Le Grand Silence de Sergio Corbucci est une œuvre magique que j’ai découverte assez jeune et qui m’a profondément marquée. Ce fut le début d’une histoire d’amour pour les films de genre italien des années 60 et 70, un cinéma d’artisan au sens le plus noble du terme qui maniait avec délice un certain élitisme et une imagerie de romans de gare.

Le Grand Silence est le représentant d’un cinéma populaire européen qui damnait le pion à l’ogre américain. Les années 60 et 70 furent ainsi une époque bénie où les acteurs français alternaient œuvres d’art et essai et films plus populaires produits par la France et l’Italie. On pouvait retrouver Michel Piccoli chez Mario Bava, Jean-Pierre Marielle et Macha Méril chez Argento et bien sûr Jean-Louis Trintignant dans ce magnifique western crépusculaire qu’est Le Grand Silence.

Mais que raconte le film ?

Dans la province de l’Utah, aux USA. Le froid extrême de cet hiver 1898 pousse hors-la-loi, bûcherons et paysans affamés à descendre des forêts et à piller les villages. Les chasseurs de prime abusent de cette situation. Le plus cruel se nomme Tigrero.
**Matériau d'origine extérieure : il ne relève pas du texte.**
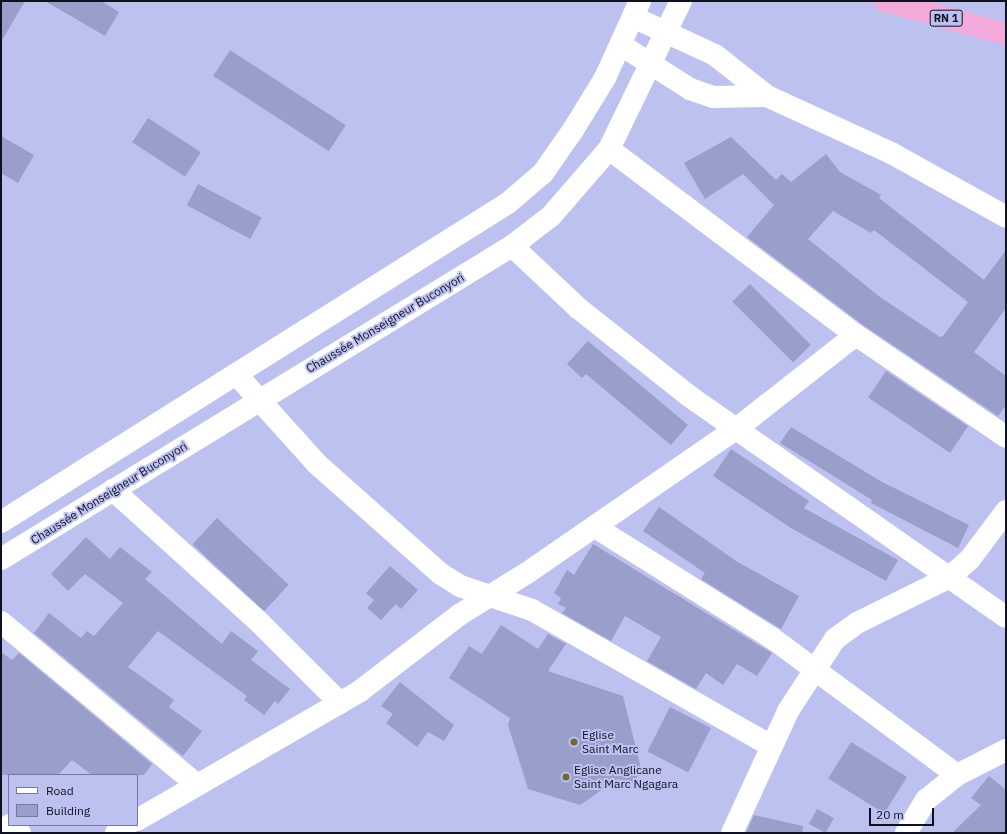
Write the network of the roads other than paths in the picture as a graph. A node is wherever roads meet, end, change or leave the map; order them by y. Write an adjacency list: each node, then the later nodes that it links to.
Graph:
1 (681, 1): 4 (street, Chaussée Monseigneur Buconyori)
2 (885, 1): 5 (highway, RN 1)
3 (637, 9): 4 (street); 6 (street)
4 (668, 30): 7 (street, Chaussée Monseigneur Buconyori); 8 (street)
5 (1006, 34)
6 (621, 45): 7 (street); 13 (street)
7 (650, 66): 8 (street); 9 (street, Chaussée Monseigneur Buconyori)
8 (767, 96): 10 (street)
9 (609, 149): 11 (street, Chaussée Monseigneur Buconyori); 12 (street)
10 (1006, 217)
11 (512, 246): 14 (street, Chaussée Monseigneur Buconyori); 15 (street)
12 (856, 335): 15 (street); 16 (street)
13 (236, 374): 14 (street); 19 (street)
14 (258, 402): 17 (street, Chaussée Monseigneur Buconyori); 23 (street)
15 (736, 430): 20 (street); 22 (street)
16 (1006, 437)
17 (113, 490): 21 (street, Chaussée Monseigneur Buconyori); 27 (street)
18 (1006, 511): 22 (street)
19 (1, 522)
20 (595, 527): 23 (street); 26 (street)
21 (1, 559)
22 (950, 577): 24 (street); 26 (street)
23 (489, 597): 27 (street); 28 (street)
24 (1006, 617)
25 (1, 622): 31 (street)
26 (813, 667): 28 (street); 30 (street)
27 (340, 703): 31 (street)
28 (771, 746): 37 (street)
29 (1003, 755): 30 (street)
30 (957, 775): 38 (street)
31 (195, 783): 32 (street)
32 (138, 819)
33 (12, 826): 35 (street)
34 (126, 826): 36 (street)
35 (20, 833)
36 (116, 833)
37 (732, 833)
38 (906, 833)

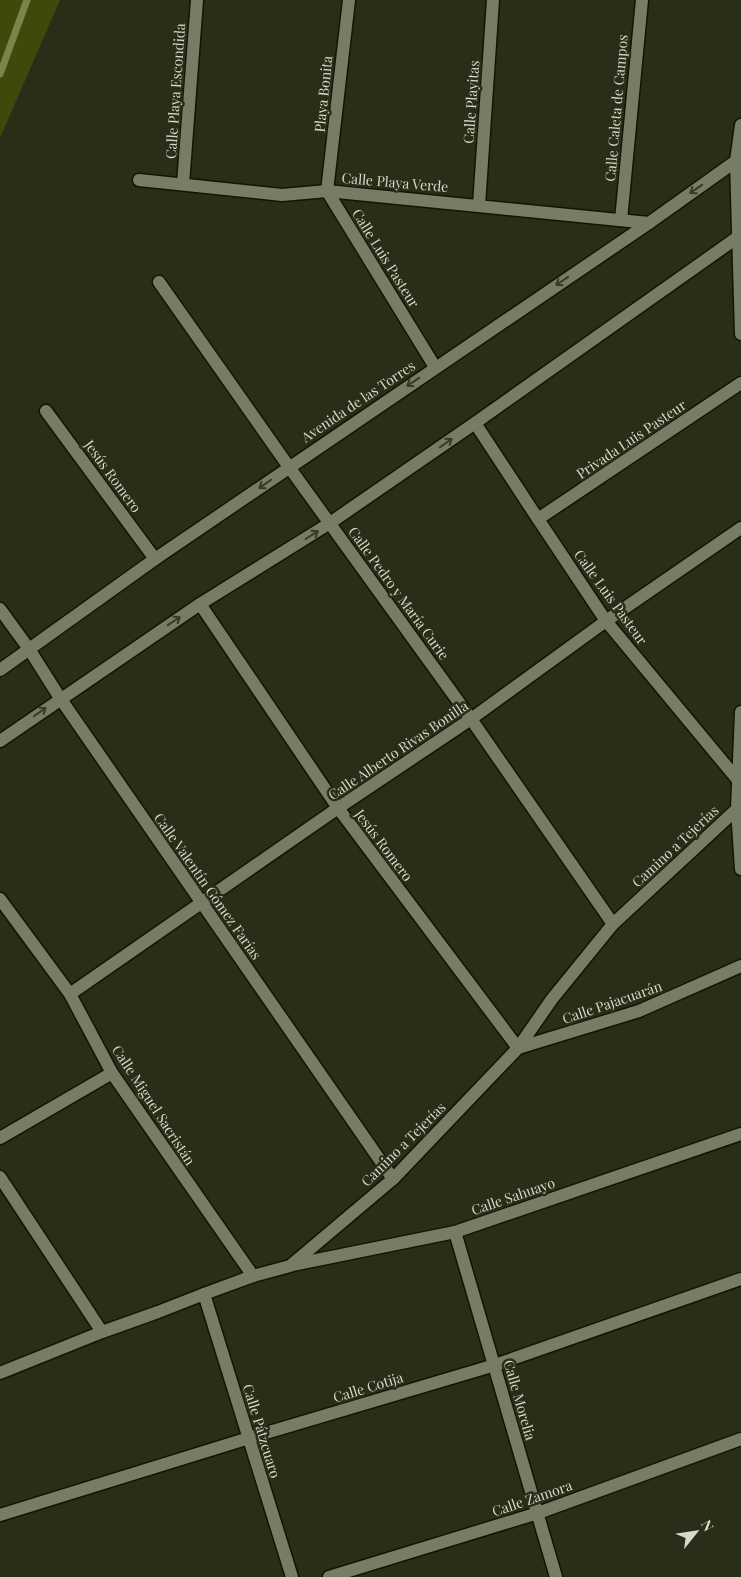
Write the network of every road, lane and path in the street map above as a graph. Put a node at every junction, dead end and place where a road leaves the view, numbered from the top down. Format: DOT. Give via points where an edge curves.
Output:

Mais un homme muet, surnommé "Silence", s’oppose bientôt à eux...

Viscéral, se passant exclusivement dans des espaces mortifères envahis par la neige, Le grand Silence est une réalisation inoubliable dont le final d’un nihilisme noir a profondément ému et interpelé le cinéphile que je suis.

Violent et sans pitié, Le grand Silence a marqué l’histoire du genre par ses décors enneigés et balayés par le blizzard. Cette représentation est totalement différente des déserts habituellement observés sur l’écran. La neige et la glace envahissent le moindre espace de vie, les carcasses humaines abandonnées au bord même des routes annoncent ici les zombies de George Romero.
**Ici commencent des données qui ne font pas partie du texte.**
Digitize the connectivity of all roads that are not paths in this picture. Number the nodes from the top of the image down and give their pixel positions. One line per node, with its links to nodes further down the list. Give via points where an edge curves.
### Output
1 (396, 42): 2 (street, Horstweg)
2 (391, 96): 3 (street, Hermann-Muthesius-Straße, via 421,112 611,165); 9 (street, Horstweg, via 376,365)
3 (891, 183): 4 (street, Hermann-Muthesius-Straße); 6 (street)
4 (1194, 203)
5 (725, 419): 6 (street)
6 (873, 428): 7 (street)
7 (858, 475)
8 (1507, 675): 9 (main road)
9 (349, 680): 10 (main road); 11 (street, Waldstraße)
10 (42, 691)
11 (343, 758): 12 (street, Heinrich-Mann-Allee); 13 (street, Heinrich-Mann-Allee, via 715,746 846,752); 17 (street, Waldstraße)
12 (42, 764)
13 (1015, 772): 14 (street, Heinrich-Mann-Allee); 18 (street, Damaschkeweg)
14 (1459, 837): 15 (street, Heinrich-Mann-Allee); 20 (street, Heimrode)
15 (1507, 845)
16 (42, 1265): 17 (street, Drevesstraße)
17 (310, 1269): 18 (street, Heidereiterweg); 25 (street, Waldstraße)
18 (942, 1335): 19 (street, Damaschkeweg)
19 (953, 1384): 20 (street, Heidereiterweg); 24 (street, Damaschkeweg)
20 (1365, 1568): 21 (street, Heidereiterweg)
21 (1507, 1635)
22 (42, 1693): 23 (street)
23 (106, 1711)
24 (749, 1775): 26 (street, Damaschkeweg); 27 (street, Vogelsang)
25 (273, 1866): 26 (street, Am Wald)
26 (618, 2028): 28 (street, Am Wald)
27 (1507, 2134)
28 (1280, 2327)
Corbucci signe avec Le grand Silence une œuvre de maître. Son utilisation du Cinémascope est magistrale, enfermant les personnages dans un tapis de blanc qui engloutira au fur et à mesure leurs restes d’humanité. Cette science du cadre est sublimée par la photographie monochrome de Silvano Ippoliti renforçant l’aspect mortifère de l’œuvre.

Enfin comment ne pas parler de l’interprétation magistrale de Jean-Louis Trintignant et de Klaus Kinski. L’acteur français par la retenue de son jeu et l’humanité de son regard rend admirablement la sensibilité de son personnage, et devient en un seul film une figure mystique du western à l’égal d’un Clint Eastwood. Face à lui, la théâtralité et la démesure du jeu de Klaus Kinski montrent un Far West où la violence exercée par des sociopathes égocentriques est le seul réel organe de pouvoir.

N’espérez pas retrouver le lyrisme d’un Sergio Leone avec une violence magnifiée par la mise en scène. Les westerns de Corbucci sont plus réalistes et authentiques que les œuvres des autres réalisateurs spécialistes du genre en Italie. Le Grand Silence est un film dur, abrupt qui détruit un à un tous les mythes des États-Unis (le pouvoir des armes, l’argent, la justice et la loi… ). On y torture les innocents, massacre les enfants et le gouverneur envoie ses hommes à l’abattoir pour quelques dollars de plus. Seule une scène d’amour d’une beauté prodigieuse entre notre héros et une jeune femme noire perdue en terre ségrégationniste viendra réchauffer cet enfer de glace.

Le film de Corbucci est un long-métrage unique auquel Ennio Morricone a offert son plus bel écrin. Compositeur extrêmement doué au lyrisme parfois ampoulé, il propose ici une bande originale d’une mélancolie inouïe où Chopin aurait contaminé l’œuvre de Carl Orff. Un score admirable, relativement méconnu, mêle admirablement les ritournelles des giallos d’Argento aux envolées des westerns de Leone.

Requiem des illusions d’une Amérique qui s’est construite sur le sang, Le Grand Silence est un chef-d’œuvre du western italien à redécouvrir d’urgence.